Par R. Akli
Les temps semblent devenir de plus en plus difficiles pour la place du Square Port- Saïd à Alger, plaque tournante du commerce informel des changes, qui évolue ces derniers jours au rythme des nouvelles mesures annoncées par les pouvoirs publics et qui participent à perturber fortement les courants d’offre et de demande de devises qui nourrissent habituellement l’activité clandestine de ce marché. Attentisme et frilosité règnent ainsi depuis près d’une semaine au Square, les cambistes informels préférant attendre et voir venir sur un marché devenu soudainement trop acheteur et sans direction claire, les offreurs tendant plutôt à s’abstenir d’y céder leurs devises face au climat d’incertitude et d’instabilité qui s’y installe. Coup sur coup, le marché parallèle des changes subit ainsi les contrecoups des récentes décisions annoncées par les pouvoirs publics, celles relatives à la suspension des immatriculations des véhicules importés de moins de trois ans d’abord, et puis l’annonce faite hier en réunion du Conseil des ministres, d’acter désormais une revalorisation «substantielle» du montant de l’allocation touristique.
Vent de panique
S’il est, sans doute, encore trop prématuré pour jauger de l’impact effectif de ces nouvelles mesures sur l’évolution future de ce marché illégal mais toléré, il est néanmoins évident qu’un vent de panique commence à souffler sur la place du Square, les voitures importées de moins de trois ans et les dépenses des particuliers pour leurs voyages à l’étranger constituant ordinairement des niches précieuses pour le commerce informel des devises.

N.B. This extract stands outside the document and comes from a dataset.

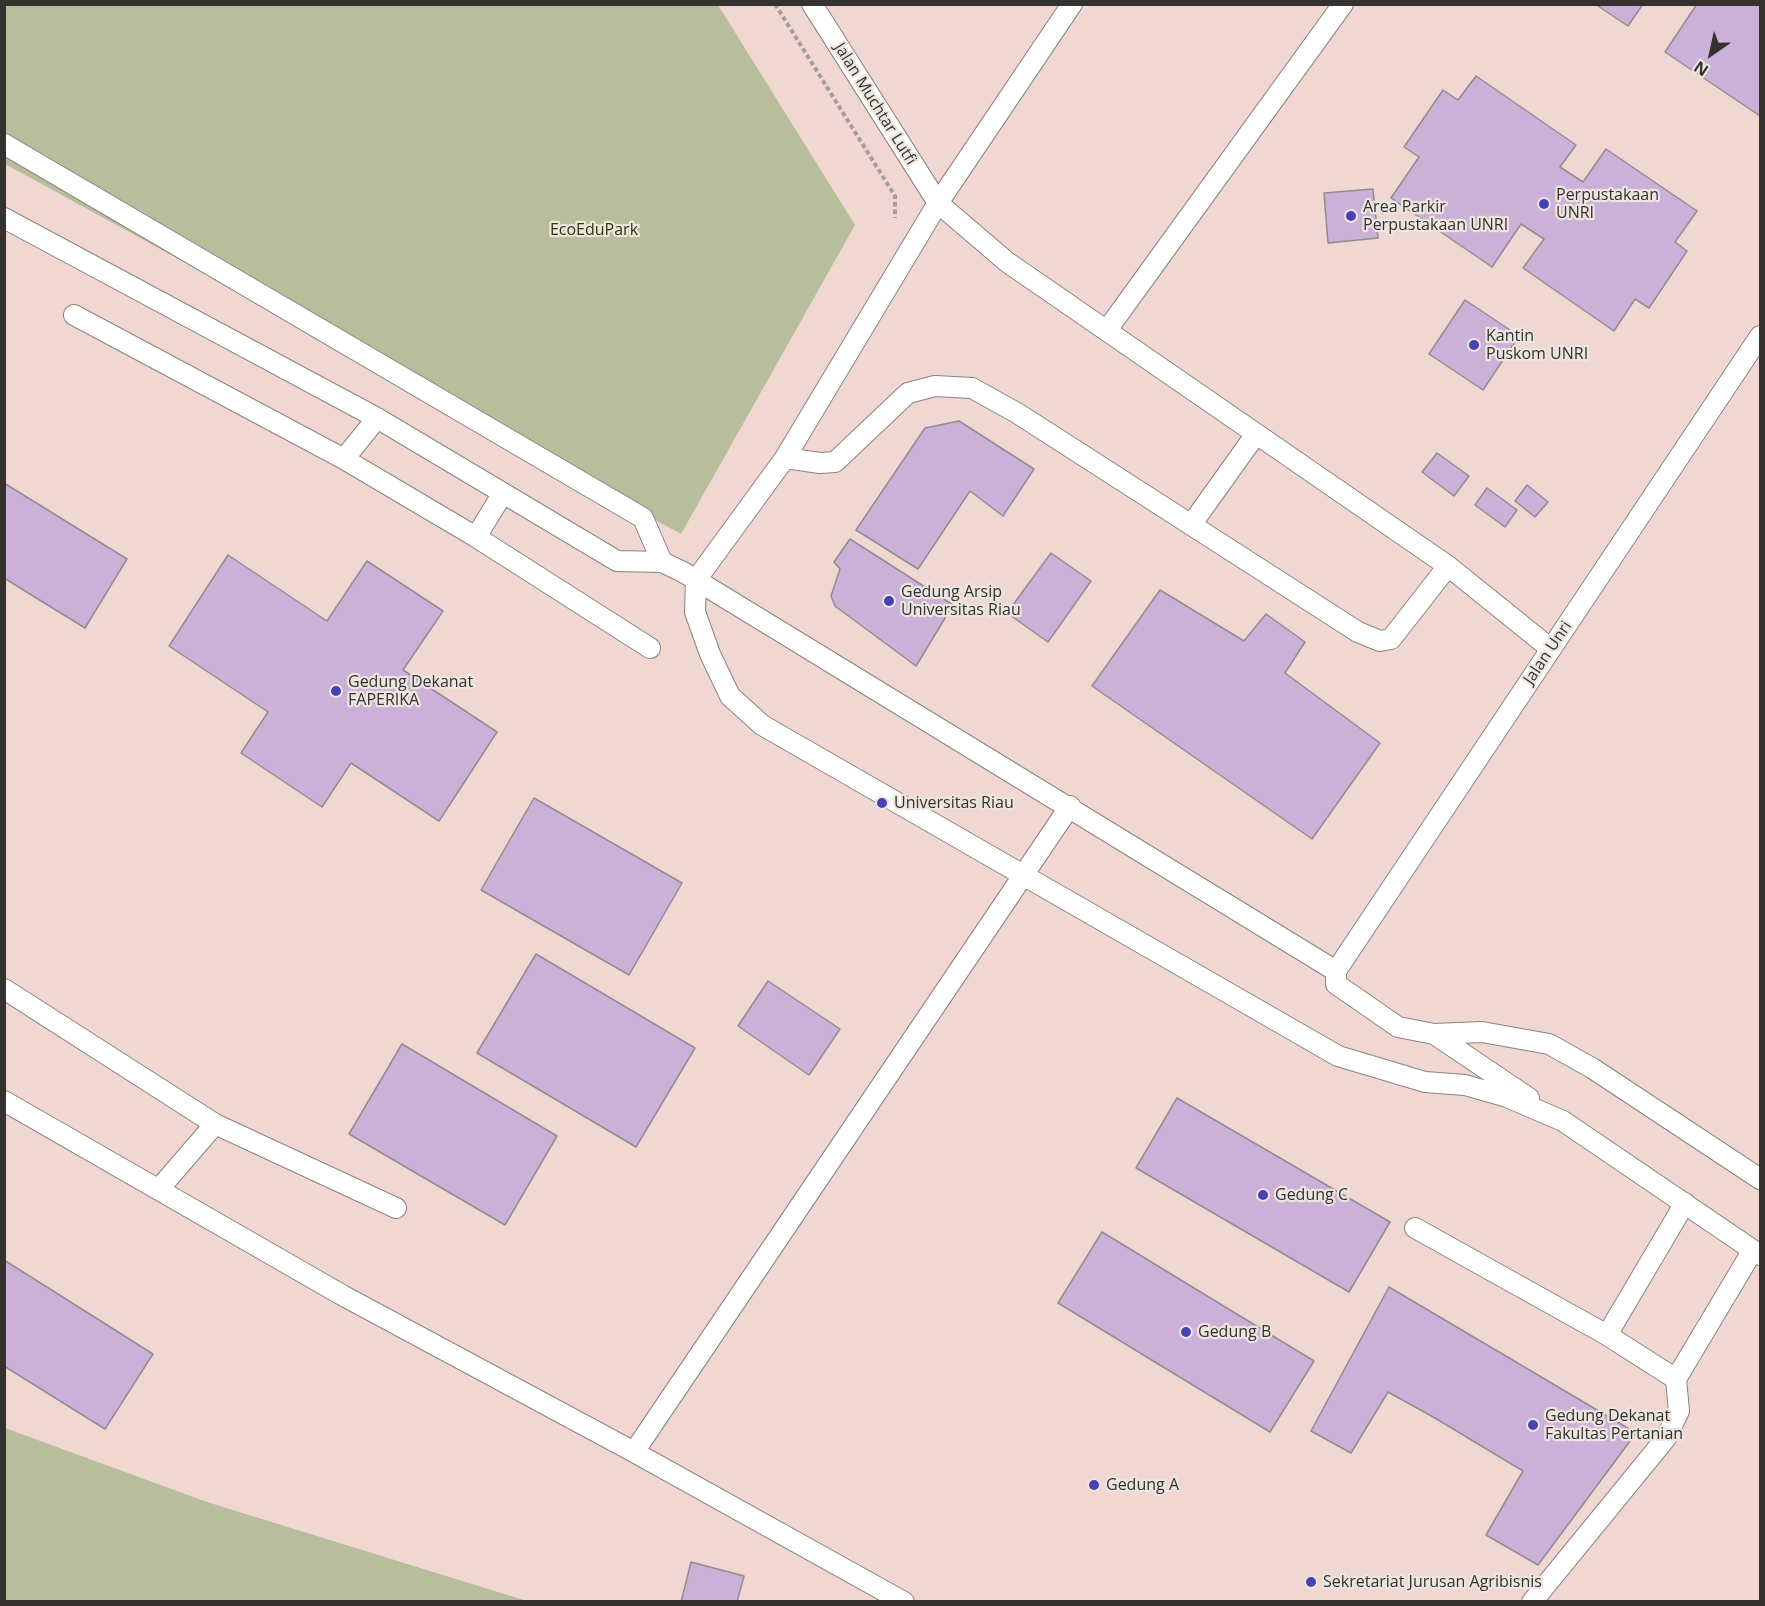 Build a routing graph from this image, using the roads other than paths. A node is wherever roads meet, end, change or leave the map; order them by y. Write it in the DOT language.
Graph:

Aussi, l’officialisation d’une prochaine augmentation «considérable» de l’allocation touristique, dont le montant n’a pas évolué d’un iota depuis plus de 25 ans, laisse d’emblée entrevoir un certain rétrécissement de la demande en devises sur le marché parallèle, les cambistes informels anticipant d’ores et déjà un tel impact, d’où vraisemblablement leur attitude présente à spéculer essentiellement à l’achat et très faiblement à la vente. A fortiori lorsque l’on sait que ce nouveau facteur d’incertitude intervient quelques jours à peine après l’annonce du gel des procédures de délivrance de cartes grises pour les véhicules importés de moins de trois ans, sachant que ces importations ont totalisé plus de 386 millions de dollars durant la période allant de 2023 aux six premiers mois de 2024, selon les chiffres des Douanes, repris récemment par des médias nationaux. Des montants traités en général sur le marché informel des changes, qui voit ainsi se tarir et jusqu’à nouvel ordre le filon juteux des «moins de trois ans»…
Rapprochement des parités
Aussi, la monnaie européenne, devise vedette du Square, a vu son cours commencer déjà à fléchir, bien que relativement, pour s’établir autour de 250 DA pour un euro, après avoir évolué de record en record durant ces derniers mois, atteignant même, il y a à peine moins d’une semaine, un plus haut jamais vu auparavant de 260 DA pour un euro dans certaines régions du pays. Gel des immatriculations des véhicules importés de moins de trois ans, relèvement substantiel à venir de l’allocation touristique, mise en place prévue de bureaux de change, redressement progressif de la parité officielle du dinar, mais aussi prémices d’une relance attendue de l’industrie locale de téléphones mobiles, produit dont le commerce actuel à l’import constitue également une niche d’activité importante pour le marché parallèle des devises… Autant de vents contraires venus soudainement contrarier la quiétude pourtant bien établie du Square, freinant ainsi d’un coup l’incessante spirale haussière qu’il connaissait, depuis plusieurs mois et en toute conjoncture, les cours informels de l’euro et autres devises fortes. Reste qu’à terme, la réponse structurelle à apporter au phénomène très préjudiciable du marché noir des changes devra passer indispensablement par le rapprochement des parités officielle et informelle de la monnaie nationale et l’accroissement de l’offre de change accessible aux opérateurs et aux particuliers. Un challenge qui devra passer à son tour par l’amélioration des performances de l’économie nationale et la diversification de ses sources de revenus en devises.